- _Stored entries_
******************************

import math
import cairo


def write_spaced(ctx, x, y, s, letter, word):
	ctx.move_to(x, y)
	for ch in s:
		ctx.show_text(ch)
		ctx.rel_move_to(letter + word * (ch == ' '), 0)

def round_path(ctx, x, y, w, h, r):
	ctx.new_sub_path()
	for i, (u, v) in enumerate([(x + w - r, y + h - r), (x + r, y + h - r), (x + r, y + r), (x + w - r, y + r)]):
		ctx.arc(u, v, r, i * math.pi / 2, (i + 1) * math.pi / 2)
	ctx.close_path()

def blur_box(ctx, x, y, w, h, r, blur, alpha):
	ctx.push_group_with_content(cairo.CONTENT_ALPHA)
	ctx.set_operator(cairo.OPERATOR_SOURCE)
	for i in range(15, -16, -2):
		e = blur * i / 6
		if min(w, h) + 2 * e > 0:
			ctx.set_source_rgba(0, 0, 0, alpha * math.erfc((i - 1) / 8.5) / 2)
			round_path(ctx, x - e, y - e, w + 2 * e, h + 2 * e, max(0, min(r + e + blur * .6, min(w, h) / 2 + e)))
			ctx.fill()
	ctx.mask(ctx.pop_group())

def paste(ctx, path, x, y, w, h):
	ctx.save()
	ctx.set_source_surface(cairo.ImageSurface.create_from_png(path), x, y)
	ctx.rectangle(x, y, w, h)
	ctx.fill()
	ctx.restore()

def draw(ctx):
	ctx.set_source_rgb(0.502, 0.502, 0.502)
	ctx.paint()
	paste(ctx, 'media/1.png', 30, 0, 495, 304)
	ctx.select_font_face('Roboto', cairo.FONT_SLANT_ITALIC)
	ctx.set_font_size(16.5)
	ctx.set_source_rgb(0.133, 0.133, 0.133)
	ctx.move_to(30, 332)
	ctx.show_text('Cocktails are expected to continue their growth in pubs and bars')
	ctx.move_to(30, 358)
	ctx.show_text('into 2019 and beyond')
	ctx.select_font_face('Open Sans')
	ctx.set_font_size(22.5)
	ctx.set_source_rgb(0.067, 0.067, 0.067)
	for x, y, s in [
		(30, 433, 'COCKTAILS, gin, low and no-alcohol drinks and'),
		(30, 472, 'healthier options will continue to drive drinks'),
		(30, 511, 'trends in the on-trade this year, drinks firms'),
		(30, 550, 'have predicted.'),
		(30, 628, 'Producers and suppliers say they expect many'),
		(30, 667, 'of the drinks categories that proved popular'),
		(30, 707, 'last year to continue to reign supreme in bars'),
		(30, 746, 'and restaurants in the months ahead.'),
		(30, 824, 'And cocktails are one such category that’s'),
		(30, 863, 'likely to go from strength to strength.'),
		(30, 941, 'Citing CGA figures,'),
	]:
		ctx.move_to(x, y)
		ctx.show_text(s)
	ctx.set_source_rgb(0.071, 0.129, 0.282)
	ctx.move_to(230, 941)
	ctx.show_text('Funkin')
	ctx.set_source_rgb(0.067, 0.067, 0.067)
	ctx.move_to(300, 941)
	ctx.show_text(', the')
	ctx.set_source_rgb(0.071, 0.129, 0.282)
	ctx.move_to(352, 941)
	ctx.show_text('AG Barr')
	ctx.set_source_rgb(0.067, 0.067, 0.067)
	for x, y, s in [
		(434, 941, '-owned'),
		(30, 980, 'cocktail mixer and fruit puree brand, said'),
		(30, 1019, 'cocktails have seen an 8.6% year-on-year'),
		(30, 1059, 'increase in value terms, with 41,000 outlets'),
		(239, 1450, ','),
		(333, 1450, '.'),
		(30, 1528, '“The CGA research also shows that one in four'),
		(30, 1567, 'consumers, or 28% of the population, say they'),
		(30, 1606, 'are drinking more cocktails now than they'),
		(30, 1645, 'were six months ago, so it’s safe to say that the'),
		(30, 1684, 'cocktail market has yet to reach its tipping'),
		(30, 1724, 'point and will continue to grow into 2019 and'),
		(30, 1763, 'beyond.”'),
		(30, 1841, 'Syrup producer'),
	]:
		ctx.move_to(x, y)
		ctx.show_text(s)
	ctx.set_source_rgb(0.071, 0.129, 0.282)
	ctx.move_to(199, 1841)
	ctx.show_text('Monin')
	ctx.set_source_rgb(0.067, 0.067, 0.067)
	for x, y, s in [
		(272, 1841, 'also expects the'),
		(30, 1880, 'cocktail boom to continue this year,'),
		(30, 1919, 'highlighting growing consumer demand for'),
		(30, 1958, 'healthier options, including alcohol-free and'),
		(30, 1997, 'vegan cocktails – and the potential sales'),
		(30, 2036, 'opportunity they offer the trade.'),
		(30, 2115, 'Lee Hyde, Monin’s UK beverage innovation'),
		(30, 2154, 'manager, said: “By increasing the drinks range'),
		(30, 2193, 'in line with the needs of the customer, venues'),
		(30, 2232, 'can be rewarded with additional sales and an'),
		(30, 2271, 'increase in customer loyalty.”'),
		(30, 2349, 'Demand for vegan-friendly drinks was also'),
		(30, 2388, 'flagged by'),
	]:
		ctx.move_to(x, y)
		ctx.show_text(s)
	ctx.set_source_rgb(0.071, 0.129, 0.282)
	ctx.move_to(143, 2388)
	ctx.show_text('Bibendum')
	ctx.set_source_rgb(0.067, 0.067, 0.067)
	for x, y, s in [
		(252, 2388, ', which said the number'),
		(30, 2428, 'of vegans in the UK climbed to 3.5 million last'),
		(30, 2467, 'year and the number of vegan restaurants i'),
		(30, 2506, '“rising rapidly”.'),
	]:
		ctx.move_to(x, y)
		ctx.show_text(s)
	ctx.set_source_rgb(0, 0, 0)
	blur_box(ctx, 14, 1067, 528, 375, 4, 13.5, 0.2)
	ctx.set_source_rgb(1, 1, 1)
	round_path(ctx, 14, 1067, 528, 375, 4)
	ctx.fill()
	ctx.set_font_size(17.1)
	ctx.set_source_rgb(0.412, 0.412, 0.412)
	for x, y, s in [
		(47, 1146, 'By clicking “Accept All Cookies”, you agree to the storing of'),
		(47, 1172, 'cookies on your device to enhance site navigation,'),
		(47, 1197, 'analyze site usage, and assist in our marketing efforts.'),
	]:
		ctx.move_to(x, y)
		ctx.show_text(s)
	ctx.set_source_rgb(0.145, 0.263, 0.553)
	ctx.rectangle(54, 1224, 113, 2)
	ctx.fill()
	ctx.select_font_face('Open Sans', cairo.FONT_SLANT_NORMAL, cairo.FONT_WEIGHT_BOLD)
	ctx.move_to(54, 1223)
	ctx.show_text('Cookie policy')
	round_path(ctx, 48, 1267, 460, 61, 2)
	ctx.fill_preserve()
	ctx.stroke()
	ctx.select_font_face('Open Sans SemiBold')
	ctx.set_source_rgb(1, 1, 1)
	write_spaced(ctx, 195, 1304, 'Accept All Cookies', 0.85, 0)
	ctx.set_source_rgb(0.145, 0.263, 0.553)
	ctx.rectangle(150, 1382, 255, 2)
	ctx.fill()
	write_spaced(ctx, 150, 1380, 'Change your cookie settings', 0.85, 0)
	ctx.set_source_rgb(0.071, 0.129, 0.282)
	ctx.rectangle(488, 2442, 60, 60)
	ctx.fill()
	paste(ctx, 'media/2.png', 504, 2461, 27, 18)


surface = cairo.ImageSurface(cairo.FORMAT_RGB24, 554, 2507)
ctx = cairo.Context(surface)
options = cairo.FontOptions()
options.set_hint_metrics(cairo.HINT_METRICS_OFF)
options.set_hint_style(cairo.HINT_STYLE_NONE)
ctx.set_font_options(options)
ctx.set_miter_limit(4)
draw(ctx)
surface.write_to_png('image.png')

******************************

- _WORK TO BE COMPLETED_
Identify how many lines in the entries above include the string "word", then state that number alone.

- _TASK OUTPUT_
2